» **WHAT TO DO**: Pull every line with "WALBURY" from the entries below.

» **RECORDS TO PROCESS**:
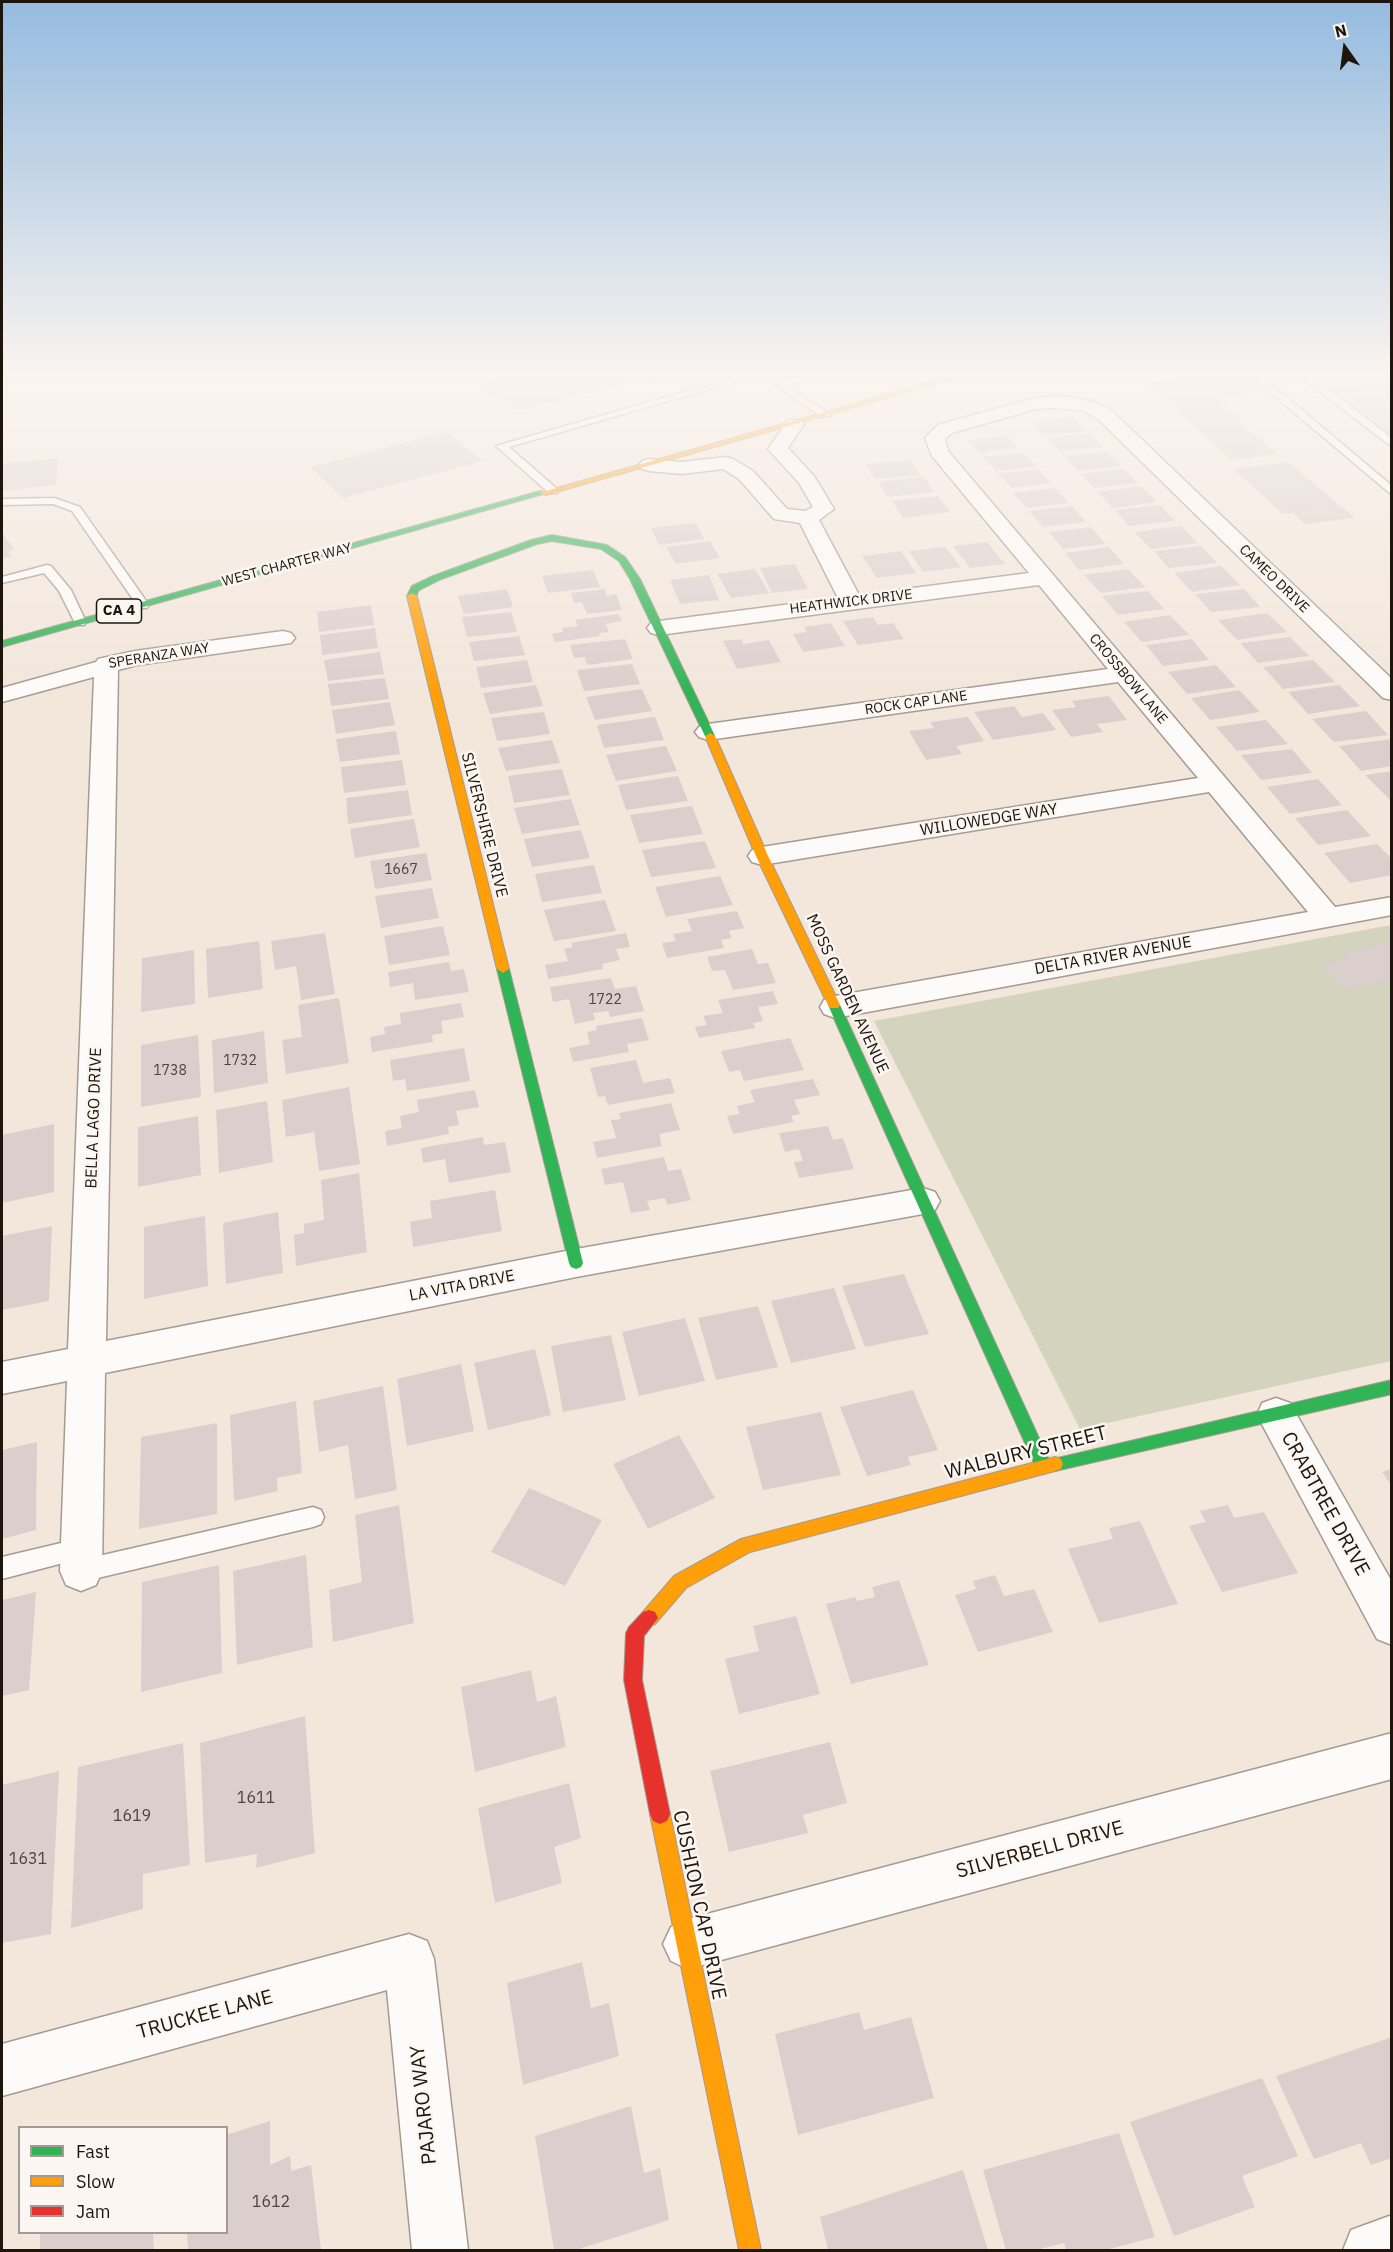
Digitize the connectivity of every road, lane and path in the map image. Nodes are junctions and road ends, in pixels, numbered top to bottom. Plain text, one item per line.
1 (545, 483) edge
2 (583, 483) edge
3 (753, 483) edge
4 (809, 483) edge
5 (965, 483) edge
6 (1175, 483) edge
7 (554, 491) junction
8 (2, 502) edge
9 (808, 518) junction
10 (604, 546) joint
11 (1043, 578) junction
12 (2, 580) edge
13 (851, 602) junction
14 (143, 604) junction
15 (80, 622) junction
16 (660, 628) junction
17 (284, 638) dead end
18 (2, 644) edge
19 (106, 664) junction
20 (1124, 674) junction
21 (1392, 693) edge
22 (2, 695) edge
23 (708, 732) junction
24 (1215, 783) junction
25 (762, 856) junction
26 (1392, 906) edge
27 (1328, 917) junction
28 (836, 1006) junction
29 (924, 1201) junction
30 (576, 1263) junction
31 (87, 1360) junction
32 (2, 1378) edge
33 (1392, 1387) edge
34 (1276, 1415) junction
35 (1044, 1467) junction
36 (313, 1517) dead end
37 (81, 1560) junction
38 (2, 1568) edge
39 (680, 1582) joint
40 (1392, 1624) edge
41 (1392, 1756) edge
42 (688, 1944) junction
43 (409, 1959) joint
44 (2, 2070) edge
45 (1392, 2243) edge
46 (440, 2250) edge
47 (750, 2250) edge
48 (1371, 2250) edge

1 - 7 lane
2 - 7 main road, WEST CHARTER WAY / CA 4
3 - 9 street
4 - 9 street
5 - 11 street, CROSSBOW LANE
6 - 21 street, CAMEO DRIVE
7 - 14 main road, WEST CHARTER WAY / CA 4
8 - 14 lane
9 - 13 street
10 - 16 main road, MOSS GARDEN AVENUE
10 - 30 main road, SILVERSHIRE DRIVE
11 - 13 street, HEATHWICK DRIVE
11 - 20 street, CROSSBOW LANE
12 - 15 lane
13 - 16 street, HEATHWICK DRIVE
14 - 15 main road, WEST CHARTER WAY / CA 4
15 - 18 main road, WEST CHARTER WAY / CA 4
16 - 23 main road, MOSS GARDEN AVENUE
17 - 19 street, SPERANZA WAY
19 - 22 street, SPERANZA WAY
19 - 31 street, BELLA LAGO DRIVE
20 - 23 street, ROCK CAP LANE
20 - 24 street, CROSSBOW LANE
23 - 25 main road, MOSS GARDEN AVENUE
24 - 25 street, WILLOWEDGE WAY
24 - 27 street, CROSSBOW LANE
25 - 28 main road, MOSS GARDEN AVENUE
26 - 27 street, DELTA RIVER AVENUE
27 - 28 street, DELTA RIVER AVENUE
28 - 29 main road, MOSS GARDEN AVENUE
29 - 30 street, LA VITA DRIVE
29 - 35 main road, MOSS GARDEN AVENUE
30 - 31 street, LA VITA DRIVE
31 - 32 street, LA VITA DRIVE
31 - 37 street, BELLA LAGO DRIVE
33 - 34 main road, WALBURY STREET
34 - 35 main road, WALBURY STREET
34 - 40 street, CRABTREE DRIVE
35 - 39 main road, WALBURY STREET
36 - 37 lane
37 - 38 lane
39 - 42 main road, CUSHION CAP DRIVE
41 - 42 street, SILVERBELL DRIVE
42 - 47 main road, CUSHION CAP DRIVE
43 - 44 street, TRUCKEE LANE
43 - 46 street, PAJARO WAY
45 - 48 street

» **EXERCISE ANSWER**:
33 - 34 main road, WALBURY STREET
34 - 35 main road, WALBURY STREET
35 - 39 main road, WALBURY STREET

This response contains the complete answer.